Alors déjà, un mot sur la technique du plan séquence éternel : si ça nous permet de nous mettre plus facilement à la place de Laura – ou du moins, à ses côtés – c’est quand même une technique fatigante. L’avantage du montage, quand il est bien fait, c’est qu’il permet de reprendre son souffle, de se reposer deux minutes, d’équilibrer le tout ou, au contraire, de foutre une pression monumentale. Là, c’est non-stop, et c’est un peu chiant parfois. Si la caméra est assez mobile, ça ne l’empêche pas d’offrir un plan assez monotone la plupart du temps. Dix minutes de plan sur Laura qui se balade avec sa lampe, un sursaut facile, puis dix minutes de plan chiant à nouveau, c’est pas super entraînant comme rythme.

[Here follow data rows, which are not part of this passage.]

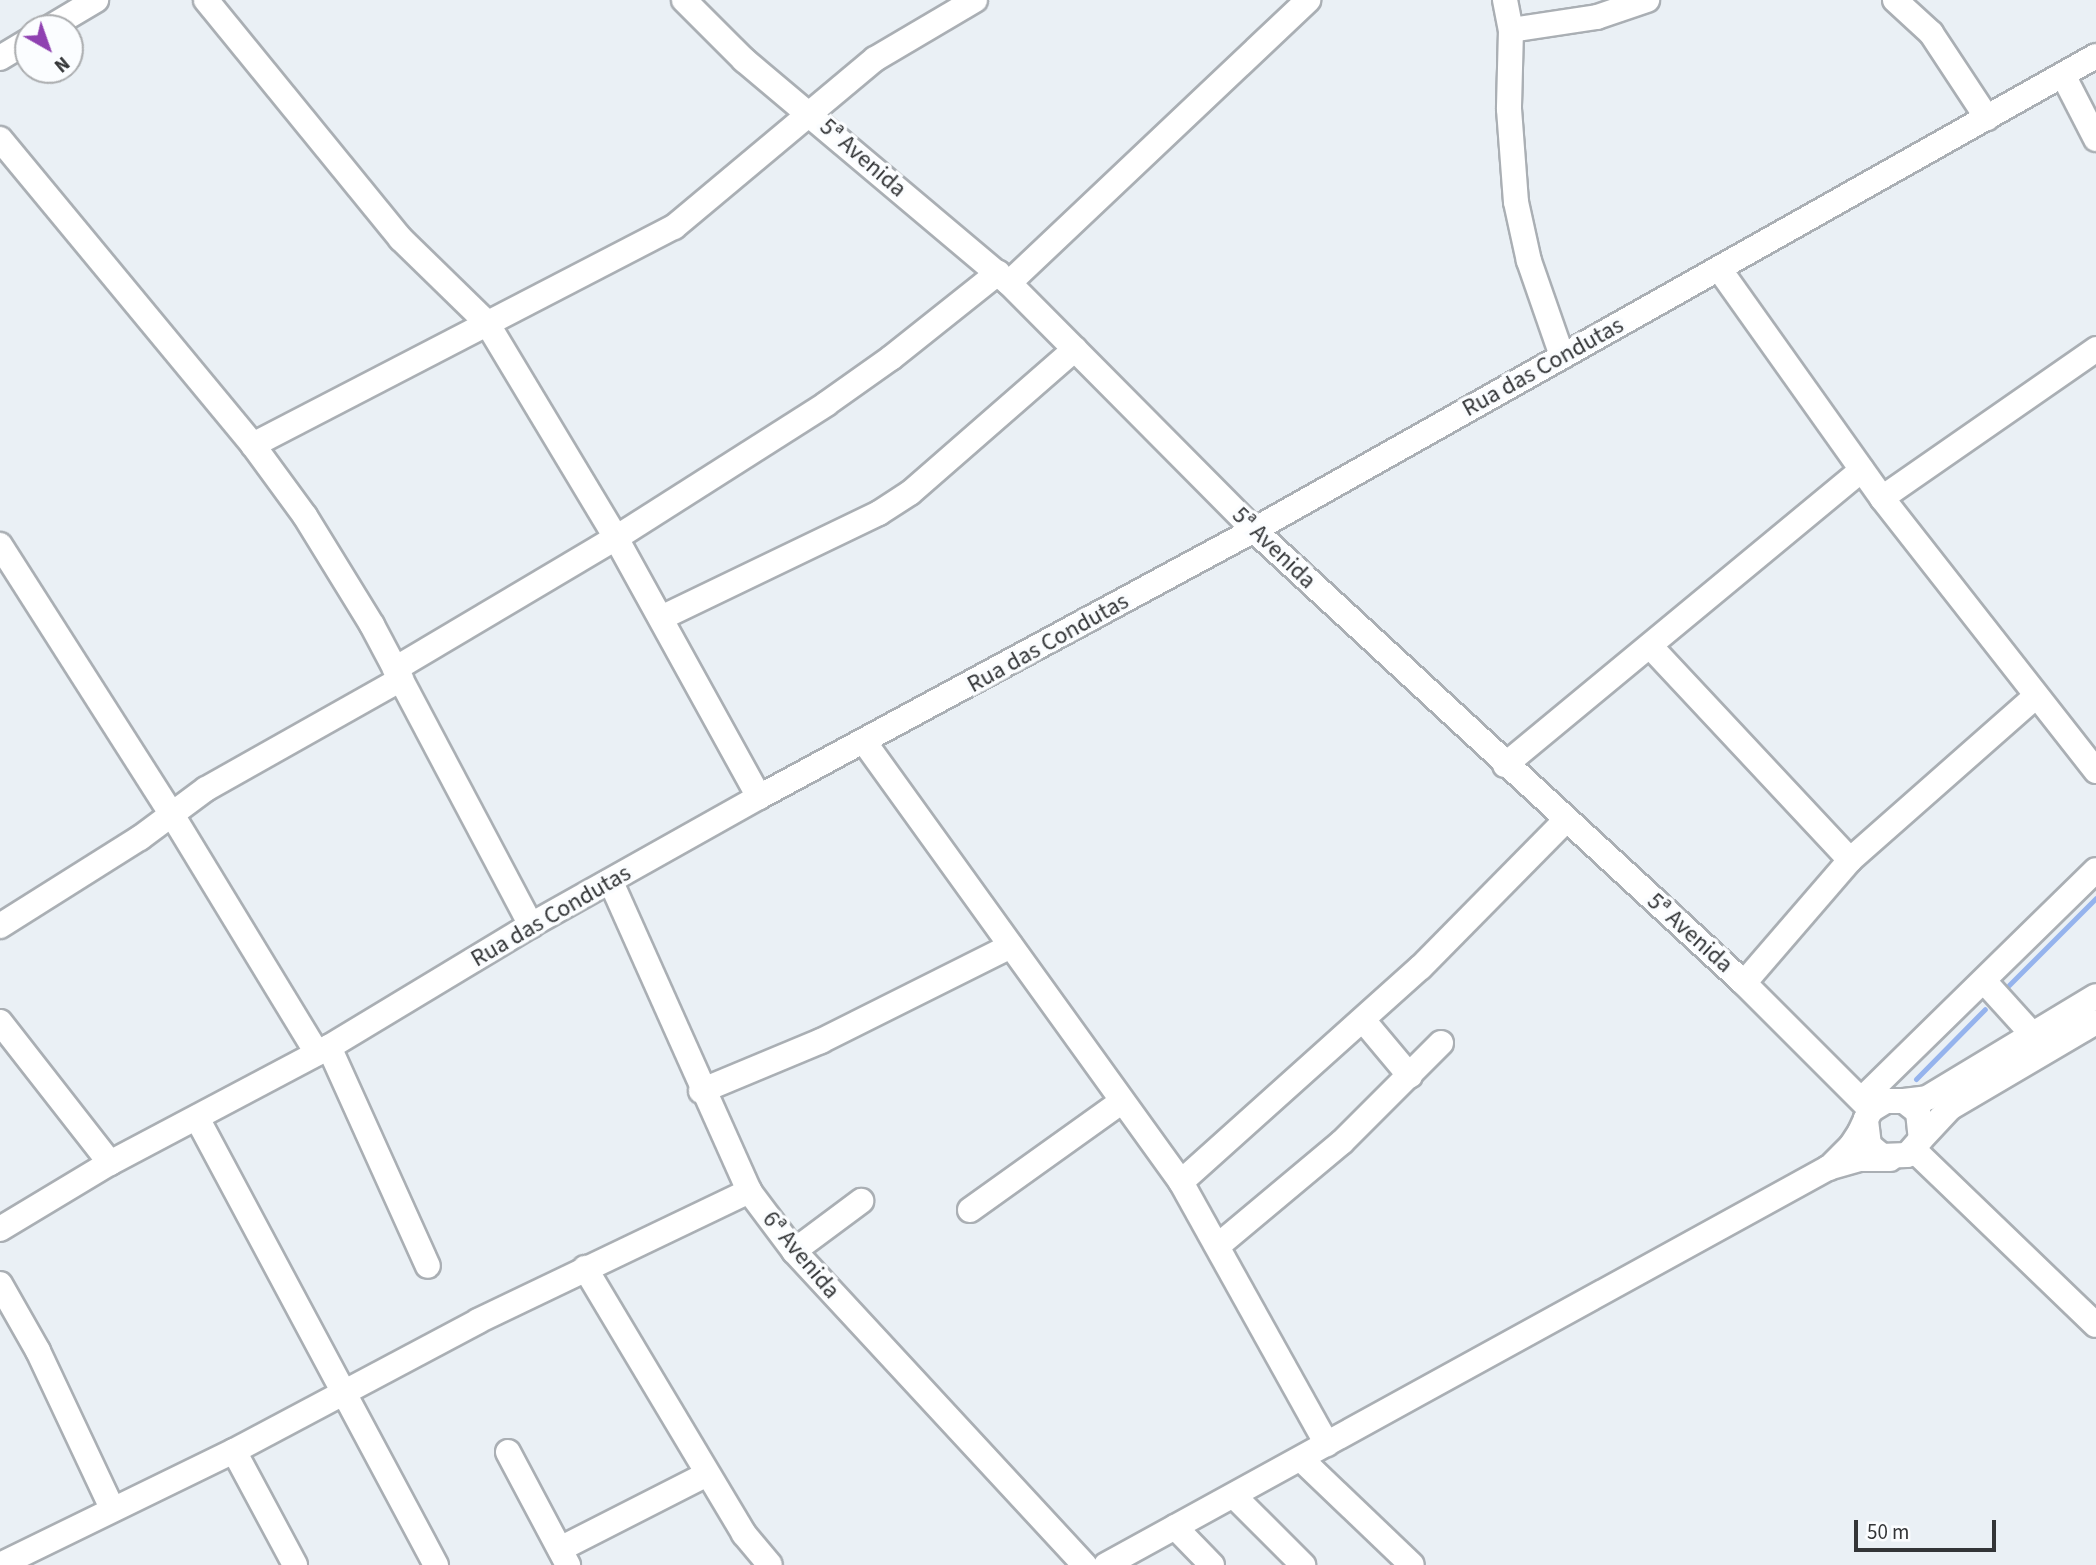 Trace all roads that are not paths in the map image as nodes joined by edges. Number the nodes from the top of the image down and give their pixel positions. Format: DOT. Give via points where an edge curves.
graph roads {
  1 [pos="96,0"];
  2 [pos="206,0"];
  3 [pos="684,0"];
  4 [pos="975,0"];
  5 [pos="1308,0"];
  6 [pos="1505,0"];
  7 [pos="1647,0"];
  8 [pos="1895,0"];
  9 [pos="72,14"];
  10 [pos="1511,30"];
  11 [pos="2096,56"];
  12 [pos="2063,75"];
  13 [pos="810,111"];
  14 [pos="1987,118"];
  15 [pos="0,139"];
  16 [pos="2096,139"];
  17 [pos="1720,270"];
  18 [pos="1003,278"];
  19 [pos="486,323"];
  20 [pos="1075,349"];
  21 [pos="2096,349"];
  22 [pos="1562,356"];
  23 [pos="253,445"];
  24 [pos="1862,470"];
  25 [pos="1882,498"];
  26 [pos="1254,530"];
  27 [pos="616,538"];
  28 [pos="0,545"];
  29 [pos="661,618"];
  30 [pos="1650,646"];
  31 [pos="398,674"];
  32 [pos="2036,695"];
  33 [pos="864,743"];
  34 [pos="1505,765"];
  35 [pos="2096,771"];
  36 [pos="759,797"];
  37 [pos="171,813"];
  38 [pos="1566,820"];
  39 [pos="1850,860"];
  40 [pos="2096,870"];
  41 [pos="611,882"];
  42 [pos="531,925"];
  43 [pos="0,926"];
  44 [pos="1011,946"];
  45 [pos="1984,981"];
  46 [pos="1744,982"];
  47 [pos="2096,996"];
  48 [pos="1363,1020"];
  49 [pos="0,1022"];
  50 [pos="2096,1022"];
  51 [pos="2033,1035"];
  52 [pos="1441,1043"];
  53 [pos="323,1050"];
  54 [pos="1410,1076"];
  55 [pos="701,1091"];
  56 [pos="1122,1101"];
  57 [pos="1904,1101"];
  58 [pos="1867,1109"];
  59 [pos="197,1118"];
  60 [pos="1918,1144"];
  61 [pos="1891,1158"];
  62 [pos="110,1163"];
  63 [pos="1828,1168"];
  64 [pos="1181,1182"];
  65 [pos="749,1191"];
  66 [pos="861,1201"];
  67 [pos="970,1210"];
  68 [pos="0,1230"];
  69 [pos="1220,1244"];
  70 [pos="794,1251"];
  71 [pos="428,1266"];
  72 [pos="585,1268"];
  73 [pos="0,1284"];
  74 [pos="2096,1325"];
  75 [pos="345,1389"];
  76 [pos="1327,1444"];
  77 [pos="234,1451"];
  78 [pos="508,1452"];
  79 [pos="1301,1459"];
  80 [pos="707,1474"];
  81 [pos="1234,1496"];
  82 [pos="112,1508"];
  83 [pos="1175,1527"];
  84 [pos="564,1557"];
  85 [pos="0,1565"];
  86 [pos="295,1565"];
  87 [pos="436,1565"];
  88 [pos="770,1565"];
  89 [pos="1085,1565"];
  90 [pos="1106,1565"];
  91 [pos="1212,1565"];
  92 [pos="1303,1565"];
  93 [pos="1412,1565"];
  1 -- 9 [label="street"];
  2 -- 19 [label="street" via="408,247"];
  3 -- 13 [label="street, 5ª Avenida" via="744,60"];
  4 -- 13 [label="street" via="875,59"];
  5 -- 18 [label="street"];
  6 -- 10 [label="street"];
  7 -- 10 [label="street" via="1597,17"];
  8 -- 14 [label="street" via="1931,33"];
  10 -- 22 [label="street" via="1509,109 1516,202 1529,261"];
  11 -- 12 [label="street, Rua das Condutas"];
  12 -- 14 [label="street, Rua das Condutas"];
  12 -- 16 [label="street"];
  13 -- 18 [label="street, 5ª Avenida"];
  13 -- 19 [label="street" via="674,227"];
  14 -- 17 [label="street, Rua das Condutas"];
  15 -- 23 [label="street"];
  17 -- 22 [label="street, Rua das Condutas"];
  17 -- 24 [label="street"];
  18 -- 20 [label="street, 5ª Avenida"];
  18 -- 27 [label="street" via="891,358"];
  19 -- 23 [label="street"];
  19 -- 27 [label="street"];
  20 -- 26 [label="street, 5ª Avenida"];
  20 -- 29 [label="street" via="910,493 879,513"];
  21 -- 25 [label="street"];
  22 -- 26 [label="street, Rua das Condutas"];
  23 -- 31 [label="street" via="305,516"];
  24 -- 25 [label="street"];
  24 -- 30 [label="street"];
  25 -- 32 [label="street"];
  26 -- 33 [label="street, Rua das Condutas"];
  26 -- 34 [label="street, 5ª Avenida"];
  27 -- 29 [label="street"];
  27 -- 31 [label="street"];
  28 -- 37 [label="street"];
  29 -- 36 [label="street"];
  30 -- 34 [label="street"];
  30 -- 39 [label="street"];
  31 -- 37 [label="street"];
  31 -- 42 [label="street"];
  32 -- 35 [label="street"];
  32 -- 39 [label="street"];
  33 -- 36 [label="street, Rua das Condutas"];
  33 -- 44 [label="street"];
  34 -- 38 [label="street, 5ª Avenida"];
  36 -- 41 [label="street, Rua das Condutas"];
  37 -- 43 [label="street"];
  37 -- 53 [label="street"];
  38 -- 46 [label="street, 5ª Avenida"];
  38 -- 48 [label="street"];
  39 -- 46 [label="street"];
  40 -- 45 [label="street"];
  41 -- 42 [label="street, Rua das Condutas"];
  41 -- 55 [label="street, 6ª Avenida"];
  42 -- 53 [label="street, Rua das Condutas"];
  44 -- 55 [label="street" via="821,1041"];
  44 -- 56 [label="street"];
  45 -- 51 [label="street"];
  45 -- 58 [label="street"];
  46 -- 58 [label="street, 5ª Avenida"];
  47 -- 51 [label="street"];
  48 -- 54 [label="street"];
  48 -- 64 [label="street"];
  49 -- 62 [label="street"];
  50 -- 60 [label="street" via="1950,1108"];
  51 -- 57 [label="street" via="1927,1098"];
  52 -- 54 [label="street"];
  53 -- 59 [label="street, Rua das Condutas"];
  53 -- 71 [label="street"];
  54 -- 69 [label="street" via="1342,1142"];
  55 -- 65 [label="street, 6ª Avenida"];
  56 -- 64 [label="street"];
  56 -- 67 [label="street"];
  57 -- 58 [label="street" via="1886,1101"];
  57 -- 60 [label="street" via="1922,1121"];
  58 -- 61 [label="street" via="1868,1145"];
  58 -- 63 [label="street" via="1851,1146"];
  59 -- 62 [label="street, Rua das Condutas"];
  59 -- 75 [label="street"];
  60 -- 61 [label="street"];
  60 -- 74 [label="street"];
  61 -- 63 [label="street"];
  62 -- 68 [label="street, Rua das Condutas"];
  63 -- 76 [label="street"];
  64 -- 69 [label="street"];
  65 -- 70 [label="street, 6ª Avenida"];
  65 -- 72 [label="street"];
  66 -- 70 [label="street"];
  69 -- 76 [label="street"];
  70 -- 89 [label="street, 6ª Avenida"];
  72 -- 75 [label="street"];
  72 -- 80 [label="street"];
  73 -- 82 [label="street" via="38,1351"];
  75 -- 77 [label="street"];
  75 -- 87 [label="street"];
  76 -- 79 [label="street"];
  77 -- 82 [label="street"];
  77 -- 86 [label="street"];
  78 -- 84 [label="street"];
  79 -- 81 [label="street"];
  79 -- 93 [label="street"];
  80 -- 84 [label="street"];
  80 -- 88 [label="street" via="744,1534"];
  81 -- 83 [label="street"];
  81 -- 92 [label="street"];
  82 -- 85 [label="street"];
  83 -- 90 [label="street"];
  83 -- 91 [label="street"];
}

A ce propos, Laura, un petit mot ? Viens voir Tata Mandy deux minutes, j’ai une petite question à te poser… POURQUOI T’AS PAS COURU HORS DE LA MAISON DÈS LES PREMIERS SIGNES BIZARRES ? HM ? T’ENTENDS UN VIEIL ENREGISTREMENT DE COMPTINES POUR ENFANTS, DES VOIX ÉTRANGES, TU TE FAIS AGRESSER PAR DES PIGEONS, ET TU RESTES LÀ-DEDANS ? OKAY.

Oui, je persiste à insulter les personnages quand ils font ça, même si je sais que s’ils m’écoutaient, il n’y aurait jamais de films d’horreur. C’est mon petit plaisir à moi. En vrai, je préfère quand les personnages restent parce qu’ils n’ont pas le choix, comme ça j’suis gentille avec eux. Que ceux qui peuvent s’échapper s’échappent, et que les autres meurent dans des circonstances atroces et injustes, et tout ira bien.

Par contre, autre remarque sur le plan séquence : je ne peux m’empêcher d’imaginer la dernière minute de tournage, sabotée par un gros bug technique/un oubli de texte. « COUPEZ ! C’ÉTAIT NUL, ON REFAIT TOUT ! ». Ou alors le caméraman qui s’pète la gueule en courant après l’actrice. Ça, ça aurait été cool.

Mais du coup, je me dois également d’accorder un big up géant à Florencia Colucci qui, à défaut d’être une parente de Coluche, parvient quand même à garder son personnage en un plan séquence. Ça doit pas être super évident. Garder le rythme, se souvenir du peu de texte qu’on a, avoir les réactions demandées, retenir tout un parcours en une traite, ça demande un minimum de talent. Et pour ça, big up. Alors oui, certes, des sceptiques (je ne citerai personne, HUMHUM) me disent qu’on s’est fait arnaquer et qu’il n’y a en réalité pas qu’un plan séquence, mais un montage habilement dissimulé dans les plans obscurs. Certes. Mais bon, moi j’ai pas de preuves, alors je vais pas m’emballer dans mes accusations.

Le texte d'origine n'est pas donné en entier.